§ **Work item**:
If a line in the entries below includes "Brückenstraße", pick it out and copy it.

### Source material

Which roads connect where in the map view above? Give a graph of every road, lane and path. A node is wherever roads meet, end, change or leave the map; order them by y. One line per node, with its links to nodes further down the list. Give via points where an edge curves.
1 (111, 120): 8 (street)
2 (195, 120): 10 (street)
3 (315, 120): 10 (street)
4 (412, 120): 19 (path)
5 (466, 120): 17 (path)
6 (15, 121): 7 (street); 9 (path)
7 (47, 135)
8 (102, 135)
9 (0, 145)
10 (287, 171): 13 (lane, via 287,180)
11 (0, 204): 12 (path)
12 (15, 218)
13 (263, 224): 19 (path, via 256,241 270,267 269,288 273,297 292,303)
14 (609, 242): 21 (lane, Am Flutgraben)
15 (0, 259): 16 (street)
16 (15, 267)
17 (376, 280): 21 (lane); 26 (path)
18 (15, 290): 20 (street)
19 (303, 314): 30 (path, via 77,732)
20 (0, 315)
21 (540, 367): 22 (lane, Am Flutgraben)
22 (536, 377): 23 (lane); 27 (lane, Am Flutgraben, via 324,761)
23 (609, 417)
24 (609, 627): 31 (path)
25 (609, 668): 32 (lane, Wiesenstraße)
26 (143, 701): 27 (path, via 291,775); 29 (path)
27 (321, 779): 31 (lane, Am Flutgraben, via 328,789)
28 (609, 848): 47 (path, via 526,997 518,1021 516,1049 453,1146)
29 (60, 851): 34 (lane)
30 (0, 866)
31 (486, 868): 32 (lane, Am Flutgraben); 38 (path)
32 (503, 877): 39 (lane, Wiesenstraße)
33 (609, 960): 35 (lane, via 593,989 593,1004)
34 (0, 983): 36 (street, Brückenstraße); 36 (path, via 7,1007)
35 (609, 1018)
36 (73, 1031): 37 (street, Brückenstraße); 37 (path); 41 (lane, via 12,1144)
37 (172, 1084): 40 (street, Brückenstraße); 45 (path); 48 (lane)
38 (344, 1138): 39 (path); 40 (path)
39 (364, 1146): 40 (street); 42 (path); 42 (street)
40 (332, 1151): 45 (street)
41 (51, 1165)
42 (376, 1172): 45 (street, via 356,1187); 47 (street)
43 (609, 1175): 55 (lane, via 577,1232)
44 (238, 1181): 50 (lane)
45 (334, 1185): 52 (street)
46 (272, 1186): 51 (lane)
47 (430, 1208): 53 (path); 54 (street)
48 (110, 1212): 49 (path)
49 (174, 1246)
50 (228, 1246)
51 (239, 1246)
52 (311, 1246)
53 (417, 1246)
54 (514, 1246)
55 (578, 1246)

######

§ **Answer box**:
34 (0, 983): 36 (street, Brückenstraße); 36 (path, via 7,1007)
36 (73, 1031): 37 (street, Brückenstraße); 37 (path); 41 (lane, via 12,1144)
37 (172, 1084): 40 (street, Brückenstraße); 45 (path); 48 (lane)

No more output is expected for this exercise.